Wrap a str layer name as LayerName when enabled.

Source code in vllm/utils/torch_utils.py

def _encode_layer_name(layer_name: str) -> str | LayerName:
    """Wrap a str layer name as LayerName when enabled."""
    return LayerName(layer_name) if _USE_LAYERNAME else layer_name

_nvfp4_split_data_scale ¶

_nvfp4_split_data_scale(
    kv_side: Tensor,
) -> tuple[Tensor, Tensor]

Split a single NVFP4 KV-side buffer into data and scale views.

The input is a 4D tensor for one KV side (K or V) whose last dimension is full_dim = data_dim + scale_dim.
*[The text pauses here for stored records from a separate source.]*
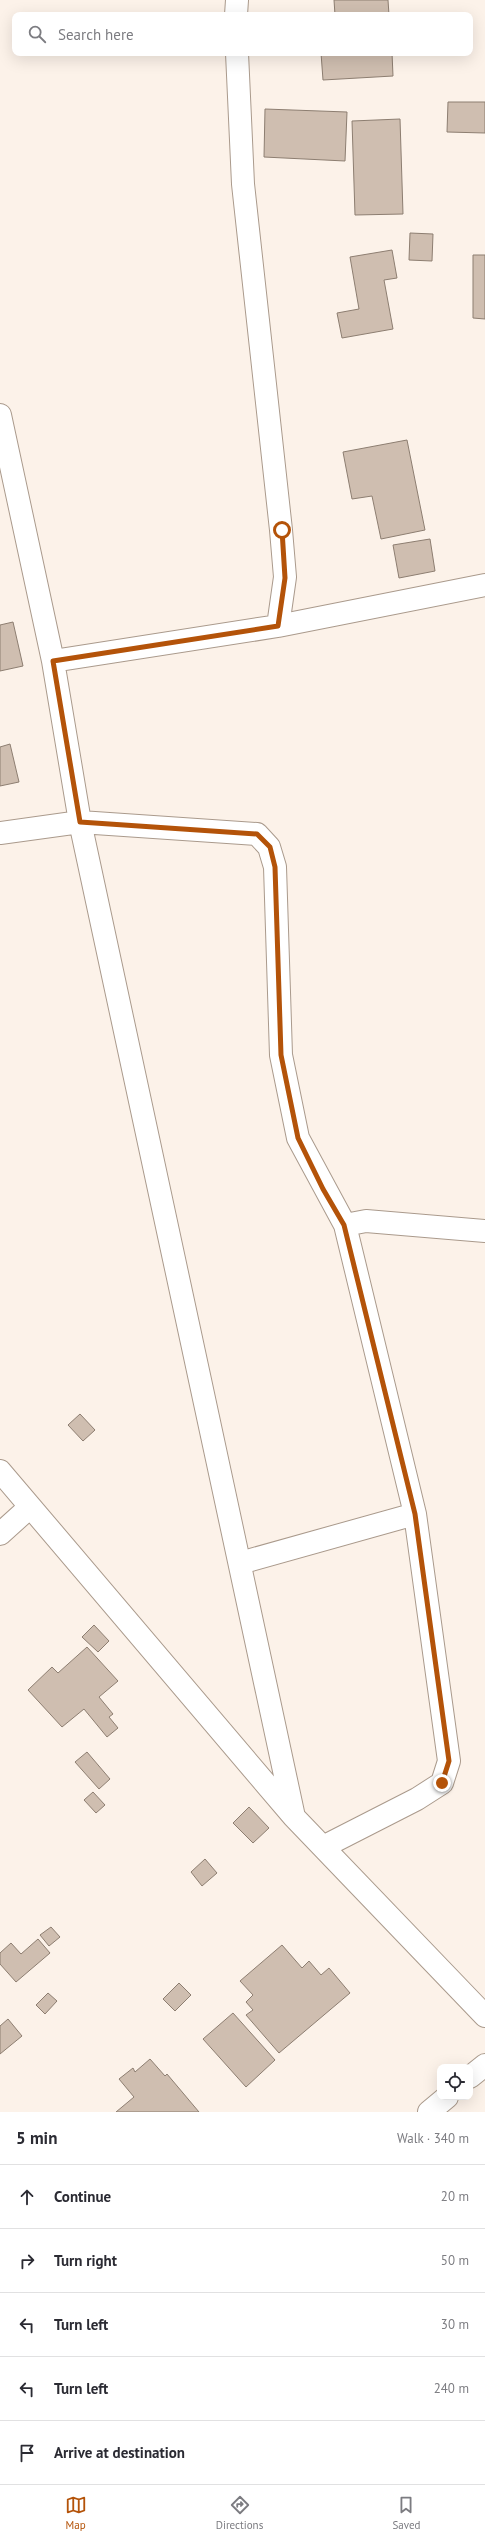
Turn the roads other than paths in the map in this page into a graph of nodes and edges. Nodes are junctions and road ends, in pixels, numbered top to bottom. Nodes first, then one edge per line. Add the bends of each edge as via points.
1 (237, 0) edge
2 (236, 12) edge
3 (237, 56) edge
4 (0, 415) edge
5 (485, 585) edge
6 (278, 626) junction
7 (53, 661) junction
8 (80, 822) junction
9 (0, 833) edge
10 (344, 1225) junction
11 (485, 1231) edge
12 (0, 1471) edge
13 (30, 1507) junction
14 (415, 1514) junction
15 (0, 1534) edge
16 (240, 1563) junction
17 (294, 1817) junction
18 (323, 1847) junction
19 (485, 2016) edge
20 (485, 2065) edge
21 (473, 2075) edge
22 (443, 2100) edge
23 (429, 2112) edge

1 - 2 street
3 - 6 street via 243,184 282,530 285,578
4 - 7 street
5 - 6 street
6 - 7 street
7 - 8 street
8 - 9 street
8 - 10 street via 257,834 270,847 275,867 281,1055 298,1138
8 - 16 street
10 - 11 street via 366,1220
10 - 14 street
12 - 13 street
13 - 15 street
13 - 17 street
14 - 16 street
14 - 18 street via 449,1761 442,1783 417,1799
16 - 17 street
17 - 18 street
18 - 19 street
20 - 21 street
22 - 23 street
The physical layout within each side is [data | scale], both packed contiguously.

Parameters:

Name	Type	Description	Default
`kv_side`	`Tensor`	4D uint8 tensor with shape `(num_pages, dim_1, dim_2, full_dim)`. May be in any permutation order (NHD or HND).	required

Returns:

Type	Description
`Tensor`	`(data, scale)` where
`Tensor`	`data` is a uint8 view with shape
`tuple[Tensor, Tensor]`	`(num_pages, dim_1, dim_2, data_dim)`.
`tuple[Tensor, Tensor]`	`scale` is a float8_e4m3fn view with shape
`tuple[Tensor, Tensor]`	`(num_pages, dim_1, dim_2, scale_dim)`.

Source code in vllm/utils/torch_utils.py

def _nvfp4_split_data_scale(
    kv_side: torch.Tensor,
) -> tuple[torch.Tensor, torch.Tensor]:
    """Split a single NVFP4 KV-side buffer into data and scale views.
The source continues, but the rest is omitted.